→ EXERCISE: Your answer must be an exact copy of the data below, minus any pictures.

Dataset entries:
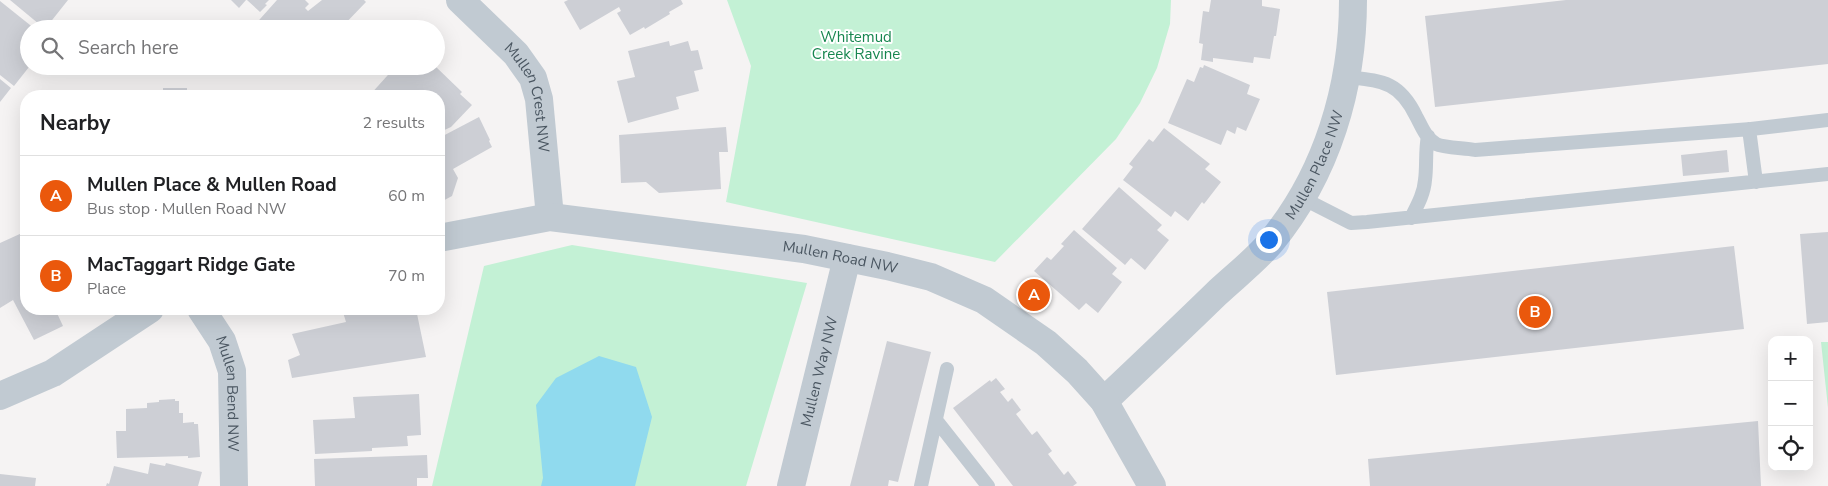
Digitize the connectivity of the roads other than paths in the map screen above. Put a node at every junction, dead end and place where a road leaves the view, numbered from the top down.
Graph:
1 (460, 0) edge
2 (1353, 0) edge
3 (1347, 77) junction
4 (1828, 120) edge
5 (1749, 129) junction
6 (1428, 136) junction
7 (1828, 174) edge
8 (1756, 182) junction
9 (1302, 198) junction
10 (550, 217) junction
11 (1411, 218) junction
12 (445, 237) edge
13 (847, 258) junction
14 (141, 315) edge
15 (205, 315) edge
16 (948, 369) dead end
17 (0, 396) edge
18 (1104, 401) junction
19 (936, 420) junction
20 (234, 486) edge
21 (791, 486) edge
22 (921, 486) edge
23 (988, 486) edge
24 (1152, 486) edge

1 - 10 street, Mullen Crest NW
2 - 3 street, Mullen Place NW
3 - 6 lane
3 - 9 street, Mullen Place NW
4 - 5 lane
5 - 6 lane
5 - 8 lane
6 - 11 lane
7 - 8 lane
8 - 11 lane
9 - 11 lane
9 - 18 street, Mullen Place NW
10 - 12 street, Mullen Road NW
10 - 13 street, Mullen Road NW
13 - 18 street, Mullen Road NW
13 - 21 street, Mullen Way NW
14 - 17 street
15 - 20 street, Mullen Bend NW
16 - 19 lane
18 - 24 street, Mullen Road NW
19 - 22 lane
19 - 23 lane

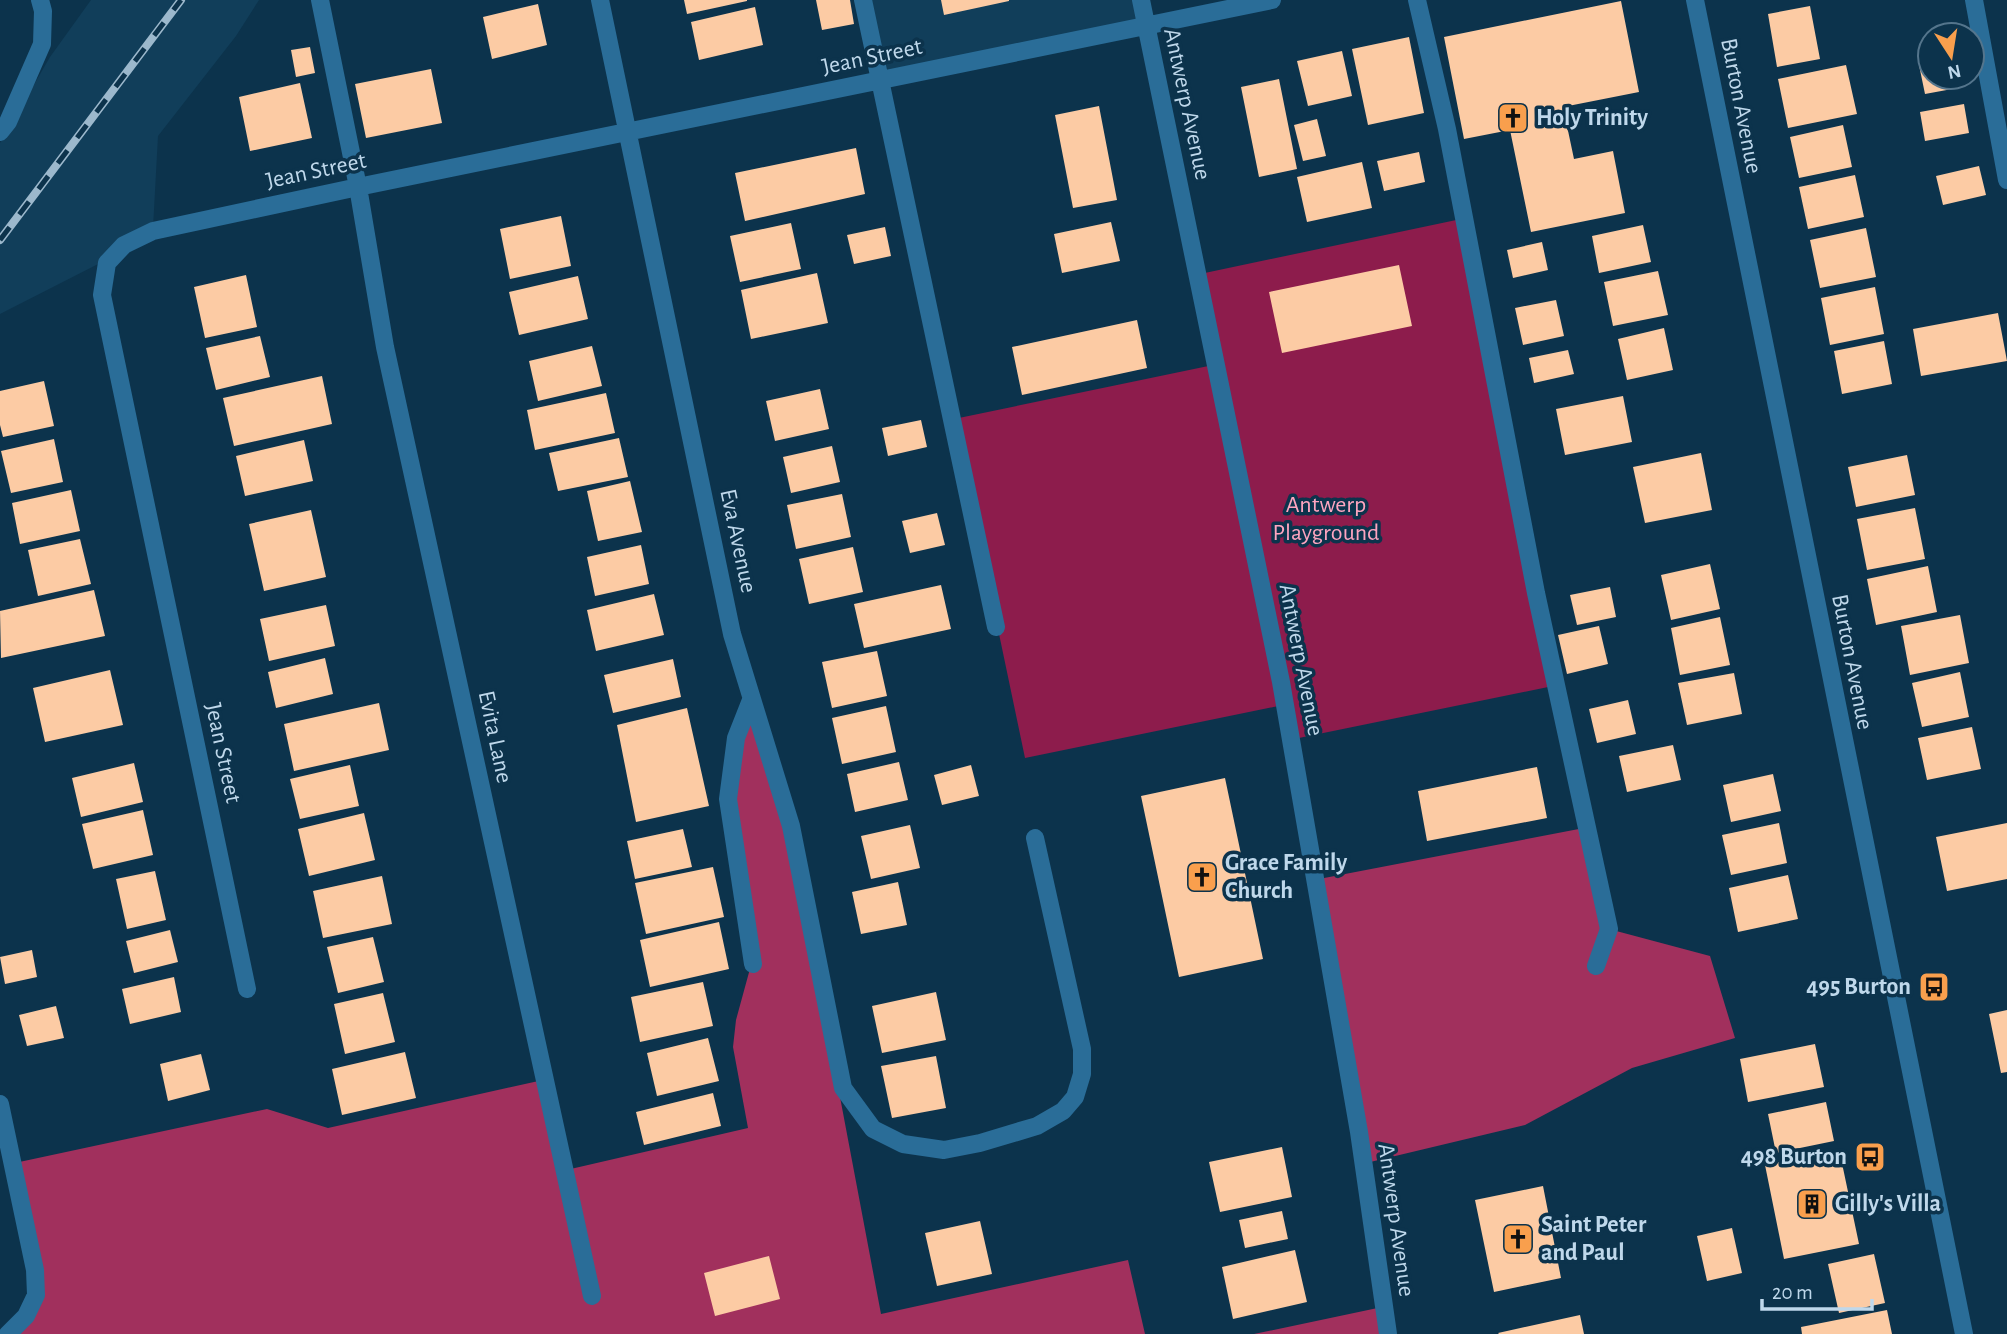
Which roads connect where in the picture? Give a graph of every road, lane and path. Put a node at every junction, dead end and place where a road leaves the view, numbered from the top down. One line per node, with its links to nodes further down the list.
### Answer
1 (320, 0): 15 (street, Evita Lane)
2 (600, 0): 13 (street, Eva Avenue)
3 (863, 0): 11 (street)
4 (1140, 0): 10 (street, Antwerp Avenue)
5 (1272, 0): 10 (street, Jean Street)
6 (1417, 0): 20 (street)
7 (1695, 0): 26 (street, Burton Avenue)
8 (1974, 0): 14 (street)
9 (45, 4): 12 (street)
10 (1146, 26): 11 (street, Jean Street); 25 (street, Antwerp Avenue)
11 (879, 80): 13 (street, Jean Street); 16 (street)
12 (0, 132)
13 (626, 133): 15 (street, Jean Street); 17 (street, Eva Avenue)
14 (2007, 180)
15 (358, 187): 21 (street, Jean Street); 23 (street, Evita Lane)
16 (996, 627)
17 (751, 700): 18 (street, Eva Avenue); 19 (street)
18 (1035, 838)
19 (753, 964)
20 (1596, 965)
21 (247, 989)
22 (0, 1104): 24 (street)
23 (592, 1296)
24 (8, 1334)
25 (1388, 1334)
26 (1964, 1334)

→ SOLUTION TO THE PROBLEM:
Digitize the connectivity of the roads other than paths in the map screen above. Put a node at every junction, dead end and place where a road leaves the view, numbered from the top down.
Graph:
1 (460, 0) edge
2 (1353, 0) edge
3 (1347, 77) junction
4 (1828, 120) edge
5 (1749, 129) junction
6 (1428, 136) junction
7 (1828, 174) edge
8 (1756, 182) junction
9 (1302, 198) junction
10 (550, 217) junction
11 (1411, 218) junction
12 (445, 237) edge
13 (847, 258) junction
14 (141, 315) edge
15 (205, 315) edge
16 (948, 369) dead end
17 (0, 396) edge
18 (1104, 401) junction
19 (936, 420) junction
20 (234, 486) edge
21 (791, 486) edge
22 (921, 486) edge
23 (988, 486) edge
24 (1152, 486) edge

1 - 10 street, Mullen Crest NW
2 - 3 street, Mullen Place NW
3 - 6 lane
3 - 9 street, Mullen Place NW
4 - 5 lane
5 - 6 lane
5 - 8 lane
6 - 11 lane
7 - 8 lane
8 - 11 lane
9 - 11 lane
9 - 18 street, Mullen Place NW
10 - 12 street, Mullen Road NW
10 - 13 street, Mullen Road NW
13 - 18 street, Mullen Road NW
13 - 21 street, Mullen Way NW
14 - 17 street
15 - 20 street, Mullen Bend NW
16 - 19 lane
18 - 24 street, Mullen Road NW
19 - 22 lane
19 - 23 lane

Which roads connect where in the picture? Give a graph of every road, lane and path. Put a node at every junction, dead end and place where a road leaves the view, numbered from the top down. One line per node, with its links to nodes further down the list.
### Answer
1 (320, 0): 15 (street, Evita Lane)
2 (600, 0): 13 (street, Eva Avenue)
3 (863, 0): 11 (street)
4 (1140, 0): 10 (street, Antwerp Avenue)
5 (1272, 0): 10 (street, Jean Street)
6 (1417, 0): 20 (street)
7 (1695, 0): 26 (street, Burton Avenue)
8 (1974, 0): 14 (street)
9 (45, 4): 12 (street)
10 (1146, 26): 11 (street, Jean Street); 25 (street, Antwerp Avenue)
11 (879, 80): 13 (street, Jean Street); 16 (street)
12 (0, 132)
13 (626, 133): 15 (street, Jean Street); 17 (street, Eva Avenue)
14 (2007, 180)
15 (358, 187): 21 (street, Jean Street); 23 (street, Evita Lane)
16 (996, 627)
17 (751, 700): 18 (street, Eva Avenue); 19 (street)
18 (1035, 838)
19 (753, 964)
20 (1596, 965)
21 (247, 989)
22 (0, 1104): 24 (street)
23 (592, 1296)
24 (8, 1334)
25 (1388, 1334)
26 (1964, 1334)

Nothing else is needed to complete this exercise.